Adjusted EBITDA for the quarter ended June 30, 2013 was adversely impacted by the declining gold price and elevated operating costs, but was not affected by the provision for impairment recorded during the quarter, which was a non-cash charge excluded from the calculation of Adjusted EBITDA.
Cash Costs per Ounce
Cash costs per ounce increased by 5.8% to $1,382 per ounce for the quarter ended June 30, 2013, as compared to cash costs of $1,306 per ounce for the preceding quarter ended March 31, 2013, primarily due to an industry-wide wage increase implemented during the quarter ended June 30, 2013.

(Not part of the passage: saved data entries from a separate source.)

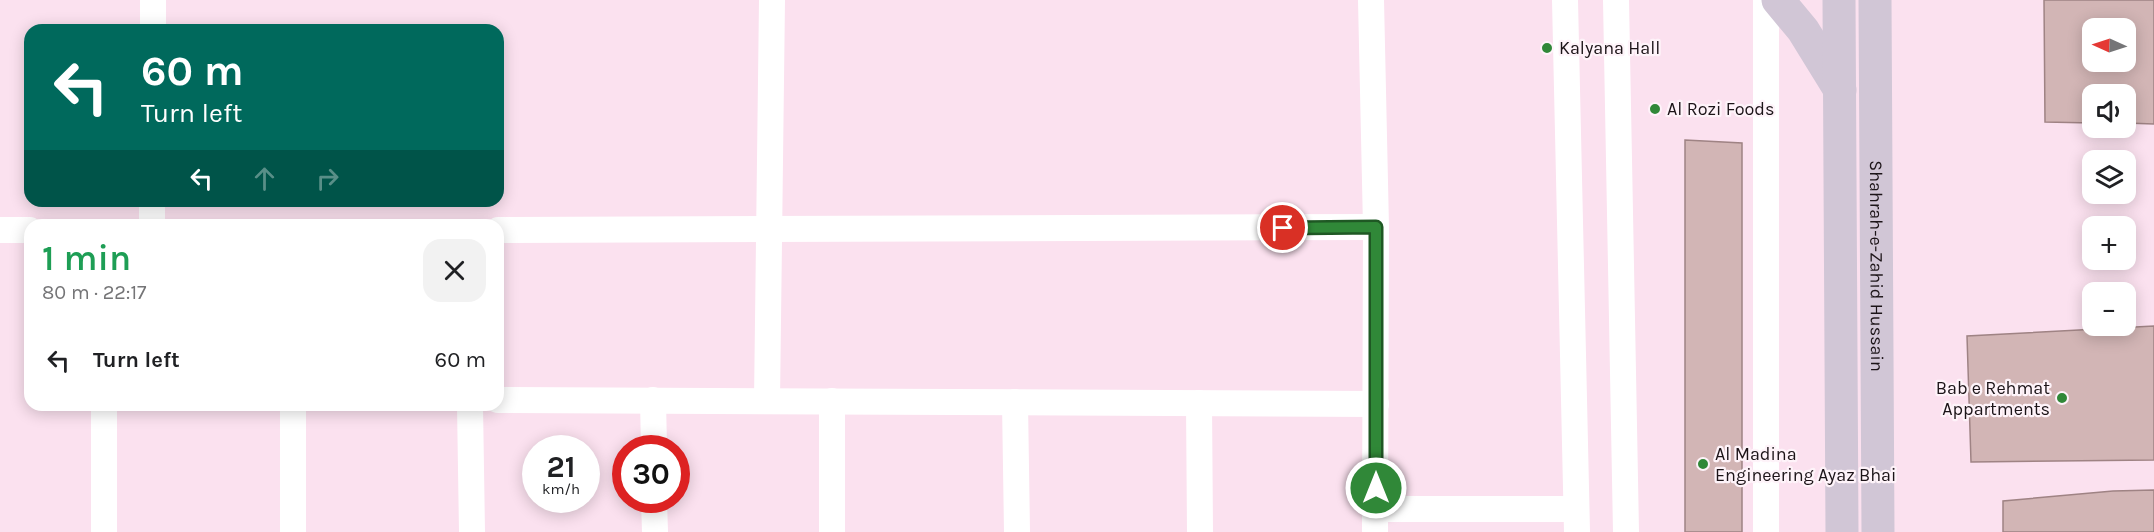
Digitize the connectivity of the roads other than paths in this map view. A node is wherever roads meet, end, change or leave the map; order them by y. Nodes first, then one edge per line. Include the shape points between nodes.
1 (153, 0) edge
2 (772, 0) edge
3 (1371, 0) edge
4 (1565, 0) edge
5 (1616, 0) edge
6 (1766, 0) edge
7 (1778, 0) edge
8 (1839, 0) edge
9 (1875, 0) edge
10 (153, 24) edge
11 (1839, 89) junction
12 (1875, 155) junction
13 (1376, 227) junction
14 (769, 229) junction
15 (0, 230) edge
16 (24, 230) edge
17 (504, 230) edge
18 (504, 400) edge
19 (653, 400) junction
20 (767, 401) junction
21 (832, 401) junction
22 (1015, 402) junction
23 (1199, 403) junction
24 (1376, 404) junction
25 (104, 411) edge
26 (293, 411) edge
27 (470, 411) edge
28 (654, 435) edge
29 (654, 513) edge
30 (1375, 521) edge
31 (1576, 521) edge
32 (104, 532) edge
33 (292, 532) edge
34 (472, 532) edge
35 (655, 532) edge
36 (832, 532) edge
37 (1017, 532) edge
38 (1200, 532) edge
39 (1626, 532) edge
40 (1766, 532) edge
41 (1842, 532) edge
42 (1878, 532) edge

1 - 10 street
2 - 14 street
3 - 13 street
4 - 31 street
5 - 39 street
6 - 40 street
7 - 11 main road via 1803,30
8 - 11 main road, Shahrah-e-Zahid Hussain
9 - 12 main road, Shahrah-e-Zahid Hussain
11 - 12 main road
11 - 41 main road, Shahrah-e-Zahid Hussain
12 - 42 main road, Shahrah-e-Zahid Hussain
13 - 14 street
13 - 24 street
14 - 17 street
14 - 20 street
15 - 16 street
18 - 19 street
19 - 20 street
19 - 28 street
20 - 21 street
21 - 22 street
21 - 36 street
22 - 23 street
22 - 37 street
23 - 24 street
23 - 38 street
24 - 30 street
25 - 32 street
26 - 33 street
27 - 34 street
29 - 35 street
30 - 31 street

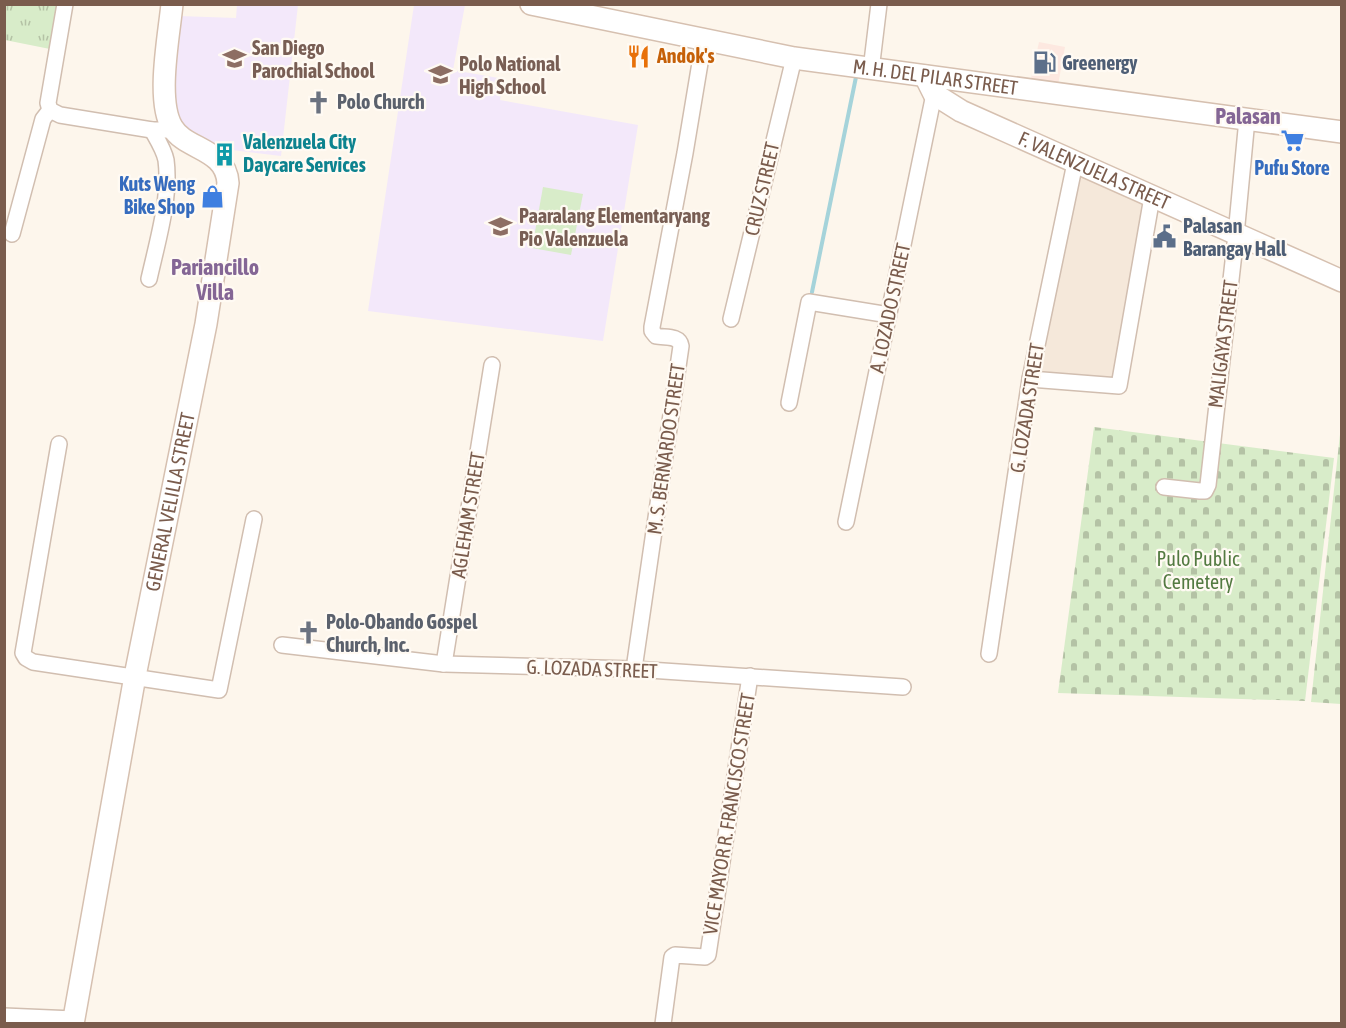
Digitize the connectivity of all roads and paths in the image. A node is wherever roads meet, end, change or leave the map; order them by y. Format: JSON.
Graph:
{"nodes":[{"id":1,"x":65,"y":4,"type":"edge"},
{"id":2,"x":172,"y":4,"type":"edge"},
{"id":3,"x":531,"y":4,"type":"edge"},
{"id":4,"x":879,"y":4,"type":"edge"},
{"id":5,"x":704,"y":39,"type":"junction"},
{"id":6,"x":794,"y":58,"type":"junction"},
{"id":7,"x":871,"y":70,"type":"junction"},
{"id":8,"x":930,"y":85,"type":"junction"},
{"id":9,"x":50,"y":110,"type":"junction"},
{"id":10,"x":1247,"y":118,"type":"junction"},
{"id":11,"x":152,"y":130,"type":"junction"},
{"id":12,"x":173,"y":130,"type":"junction"},
{"id":13,"x":1341,"y":132,"type":"edge"},
{"id":14,"x":1075,"y":162,"type":"junction"},
{"id":15,"x":1152,"y":197,"type":"junction"},
{"id":16,"x":12,"y":234,"type":"dead end"},
{"id":17,"x":1236,"y":235,"type":"junction"},
{"id":18,"x":148,"y":279,"type":"dead end"},
{"id":19,"x":1341,"y":281,"type":"edge"},
{"id":20,"x":889,"y":315,"type":"junction"},
{"id":21,"x":731,"y":319,"type":"dead end"},
{"id":22,"x":492,"y":365,"type":"dead end"},
{"id":23,"x":1030,"y":379,"type":"junction"},
{"id":24,"x":789,"y":403,"type":"dead end"},
{"id":25,"x":59,"y":444,"type":"dead end"},
{"id":26,"x":1164,"y":487,"type":"dead end"},
{"id":27,"x":254,"y":519,"type":"dead end"},
{"id":28,"x":846,"y":522,"type":"dead end"},
{"id":29,"x":282,"y":645,"type":"dead end"},
{"id":30,"x":989,"y":654,"type":"dead end"},
{"id":31,"x":444,"y":664,"type":"junction"},
{"id":32,"x":634,"y":669,"type":"junction"},
{"id":33,"x":135,"y":676,"type":"junction"},
{"id":34,"x":750,"y":676,"type":"junction"},
{"id":35,"x":903,"y":687,"type":"dead end"},
{"id":36,"x":4,"y":1016,"type":"edge"},
{"id":37,"x":74,"y":1021,"type":"edge"},
{"id":38,"x":663,"y":1023,"type":"edge"}],
"edges":[{"from":1,"to":9,"type":"street"},
{"from":2,"to":12,"type":"main road"},
{"from":3,"to":5,"type":"main road","name":"M. H. DEL PILAR STREET"},
{"from":4,"to":7,"type":"street"},
{"from":5,"to":6,"type":"main road","name":"M. H. DEL PILAR STREET"},
{"from":5,"to":32,"type":"street","name":"M. S. BERNARDO STREET"},
{"from":6,"to":7,"type":"main road","name":"M. H. DEL PILAR STREET"},
{"from":6,"to":21,"type":"street","name":"CRUZ STREET"},
{"from":7,"to":8,"type":"main road","name":"M. H. DEL PILAR STREET"},
{"from":8,"to":10,"type":"main road","name":"M. H. DEL PILAR STREET"},
{"from":8,"to":14,"type":"main road","name":"F. VALENZUELA STREET"},
{"from":8,"to":20,"type":"street","name":"A. LOZADO STREET"},
{"from":9,"to":11,"type":"street"},
{"from":9,"to":16,"type":"street"},
{"from":10,"to":13,"type":"main road","name":"M. H. DEL PILAR STREET"},
{"from":10,"to":17,"type":"street","name":"MALIGAYA STREET"},
{"from":11,"to":12,"type":"street"},
{"from":11,"to":18,"type":"street"},
{"from":12,"to":33,"type":"main road","name":"GENERAL VELILLA STREET"},
{"from":14,"to":15,"type":"main road","name":"F. VALENZUELA STREET"},
{"from":14,"to":23,"type":"street","name":"G. LOZADA STREET"},
{"from":15,"to":17,"type":"main road","name":"F. VALENZUELA STREET"},
{"from":15,"to":23,"type":"street"},
{"from":17,"to":19,"type":"main road","name":"F. VALENZUELA STREET"},
{"from":17,"to":26,"type":"street","name":"MALIGAYA STREET"},
{"from":20,"to":24,"type":"street"},
{"from":20,"to":28,"type":"street","name":"A. LOZADO STREET"},
{"from":22,"to":31,"type":"street","name":"AGLEHAM STREET"},
{"from":23,"to":30,"type":"street","name":"G. LOZADA STREET"},
{"from":25,"to":33,"type":"street"},
{"from":27,"to":33,"type":"street"},
{"from":29,"to":31,"type":"street","name":"G. LOZADA STREET"},
{"from":31,"to":32,"type":"street","name":"G. LOZADA STREET"},
{"from":32,"to":34,"type":"street","name":"G. LOZADA STREET"},
{"from":33,"to":37,"type":"main road","name":"GENERAL VELILLA STREET"},
{"from":34,"to":35,"type":"street","name":"G. LOZADA STREET"},
{"from":34,"to":38,"type":"street","name":"VICE MAYOR R. FRANCISCO STREET"},
{"from":36,"to":37,"type":"street"}]}
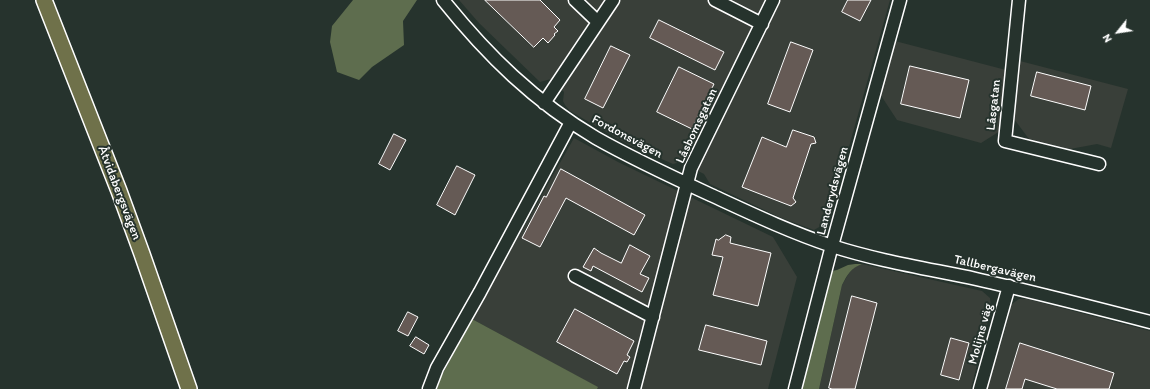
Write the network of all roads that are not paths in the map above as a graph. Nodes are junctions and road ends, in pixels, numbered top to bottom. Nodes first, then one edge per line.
1 (44, 0) edge
2 (52, 0) edge
3 (443, 0) edge
4 (575, 0) edge
5 (613, 0) edge
6 (715, 0) edge
7 (773, 0) edge
8 (900, 0) edge
9 (1019, 0) edge
10 (598, 22) junction
11 (762, 24) junction
12 (544, 102) junction
13 (571, 122) junction
14 (1099, 164) dead end
15 (687, 184) junction
16 (832, 246) junction
17 (575, 276) dead end
18 (1009, 286) junction
19 (653, 317) junction
20 (1150, 322) edge
21 (189, 389) edge
22 (198, 389) edge
23 (429, 389) edge
24 (634, 389) edge
25 (795, 389) edge
26 (980, 389) edge

1 - 21 main road, Åtvidabergsvägen
2 - 22 main road, Åtvidabergsvägen
3 - 12 street, Fordonsvägen
4 - 10 street
5 - 10 street
6 - 11 street
7 - 11 street, Låsbomsgatan
8 - 16 street, Landerydsvägen
9 - 14 street, Låsgatan
10 - 12 street
11 - 15 street, Låsbomsgatan
12 - 13 street, Fordonsvägen
13 - 15 street, Fordonsvägen
13 - 23 street
15 - 16 street, Fordonsvägen
15 - 19 street, Låsbomsgatan
16 - 18 street, Tallbergavägen
16 - 25 street, Landerydsvägen
17 - 19 street
18 - 20 street, Tallbergavägen
18 - 26 street, Molijns väg
19 - 24 street, Låsbomsgatan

Production and cash costs by mine for the quarter ended June 30, 2013 are presented below. The Golden Quarry Mine and the Camperdown Mine are presented as one operating unit, as the Camperdown Mine production is processed at the nearby Golden Quarry Mine.
Turk and Angelus Mine | Old Nic Mine | Golden Quarry Mine/ Camperdown Mine Complex | Dalny Mine | Total | |
Total quantity of gold produced (ounces) | 3,798 | 849 | 2,577 | 2,762 | 9,986 |
Total cash costs | $4,863,112 | $1,303,244 | $3,245,438 | $4,385,668 | $13,797,462 |
Cash costs per ounce | $1,281 | $1,534 | $1,259 | $1,588 | $1,382 |
The Company's short-term focus is to reduce mine operating costs and increase operating efficiencies under a steady-state/low-growth production model with the existing plant and infrastructure.
OPERATING IN ZIMBABWE
Contributions to the Zimbabwe Economy
During the three months ended June 30, 2013 and 2012, and the year ended September 30, 2012, the Company's Zimbabwe operations made payments to the Zimbabwean Government and its agencies as follows:
Three months ended June 30, | Year ended September 30, | ||
2013 | 2012 | 2012 | |
Gross revenue | $ 13,619,738 | $ 15,162,843 | $ 61,947,433 |
Taxes and levies | |||
Corporate taxes | $ 17,805 | $ 0 | $ 187,315 |
Royalties | 952,243 | 1,061,399 | 3,898,969 |
Duty | 170,751 | 103,701 | 1,009,523 |
Licenses and levies | 134,472 | 41,456 | 267,638 |
Rural electrification levy | 78,314 | 107,969 | 487,507 |
Payroll remittances | |||
Deductions from employees | 806,551 | 763,625 | 3,116,704 |
Employer contributions | 418,311 | 330,919 | 1,444,958 |
Total, taxes and levies | $ 2,578,447 | $ 2,409,069 | $ 10,412,614 |
Percentage of reported gross revenue | 18.9% | 15.9% | 16.8% |
Government controlled entities | |||
Electricity (ZESA) | $ 2,334,737 | $ 1,605,932 | $ 9,071,452 |
In addition, the Company sourced approximately 75% of its equipment and consumable supplies and services from Zimbabwe-based suppliers during the quarter ended June 30, 2013.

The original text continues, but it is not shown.